Retinal and central nervous system abnormalities: syndromes which resemble retrolental fibroplasia.

Recently, the mechanism of the development of severe retrolental fibroplasia has been shown to occur by gap junction formation between adjacent mesenchymal spindle cells in the nerve fiber layer. Multiple syndromes with oculo-cerebral malformations give rise to retinal dysplasia (disturbances of neuroectodermal migration and/or differentiation) or retinal vascular abnormalities (disturbances of mesenchymal differentiation) which resemble clinically retrolental fibroplasia. Case 1 is an example of retinal dysplasia (disturbed neuroectodermal migration and/or differentiation) with normal retinal vascularization simulating superficially an active peripheral retinal detachment of retrolental fibroplasia in the preterm infant.
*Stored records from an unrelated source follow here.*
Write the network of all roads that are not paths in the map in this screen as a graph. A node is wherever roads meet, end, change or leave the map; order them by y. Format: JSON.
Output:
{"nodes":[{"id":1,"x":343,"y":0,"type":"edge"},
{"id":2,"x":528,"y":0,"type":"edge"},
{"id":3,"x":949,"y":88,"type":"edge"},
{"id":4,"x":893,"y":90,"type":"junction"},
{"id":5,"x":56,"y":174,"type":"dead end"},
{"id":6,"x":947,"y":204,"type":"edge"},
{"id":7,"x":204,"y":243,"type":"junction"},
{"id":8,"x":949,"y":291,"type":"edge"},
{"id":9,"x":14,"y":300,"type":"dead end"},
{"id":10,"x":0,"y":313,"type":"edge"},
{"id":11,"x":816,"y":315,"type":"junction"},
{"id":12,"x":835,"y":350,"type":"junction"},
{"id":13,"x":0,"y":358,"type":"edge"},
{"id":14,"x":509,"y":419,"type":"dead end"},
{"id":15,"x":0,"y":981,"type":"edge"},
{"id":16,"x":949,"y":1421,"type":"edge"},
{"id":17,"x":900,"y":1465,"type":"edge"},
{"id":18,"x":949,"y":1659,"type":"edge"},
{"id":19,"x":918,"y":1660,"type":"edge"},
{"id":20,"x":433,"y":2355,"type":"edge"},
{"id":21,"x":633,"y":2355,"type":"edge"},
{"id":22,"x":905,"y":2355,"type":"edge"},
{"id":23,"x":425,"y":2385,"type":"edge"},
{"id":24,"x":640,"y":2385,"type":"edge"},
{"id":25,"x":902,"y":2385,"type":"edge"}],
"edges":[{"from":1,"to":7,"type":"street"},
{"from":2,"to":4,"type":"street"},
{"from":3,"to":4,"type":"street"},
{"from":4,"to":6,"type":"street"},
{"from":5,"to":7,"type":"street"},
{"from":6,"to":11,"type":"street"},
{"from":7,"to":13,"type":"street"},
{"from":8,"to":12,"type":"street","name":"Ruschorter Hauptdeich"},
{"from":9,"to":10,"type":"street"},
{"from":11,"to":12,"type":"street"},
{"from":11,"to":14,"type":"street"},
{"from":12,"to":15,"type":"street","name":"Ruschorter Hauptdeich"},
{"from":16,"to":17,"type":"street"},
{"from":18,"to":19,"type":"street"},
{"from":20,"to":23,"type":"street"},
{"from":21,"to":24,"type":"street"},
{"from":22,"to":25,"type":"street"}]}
Case 2 is an example of normal retinal differentiation with abnormal retinal vascularization (disturbed mesenchymal differentiation) simulating identically cicatricial dragging of the retinal vessels temporally of retrolental fibroplasia in the preterm infant. Thus, cases of central nervous system malformation should prompt an early ophthalmologic examination to document retinal abnormalities in term infants which occur without the administration of oxygen congenitally, from true retrolental fibroplasia in preterm infants which occurs following changes in oxygen tension approximately 8 weeks postnatally.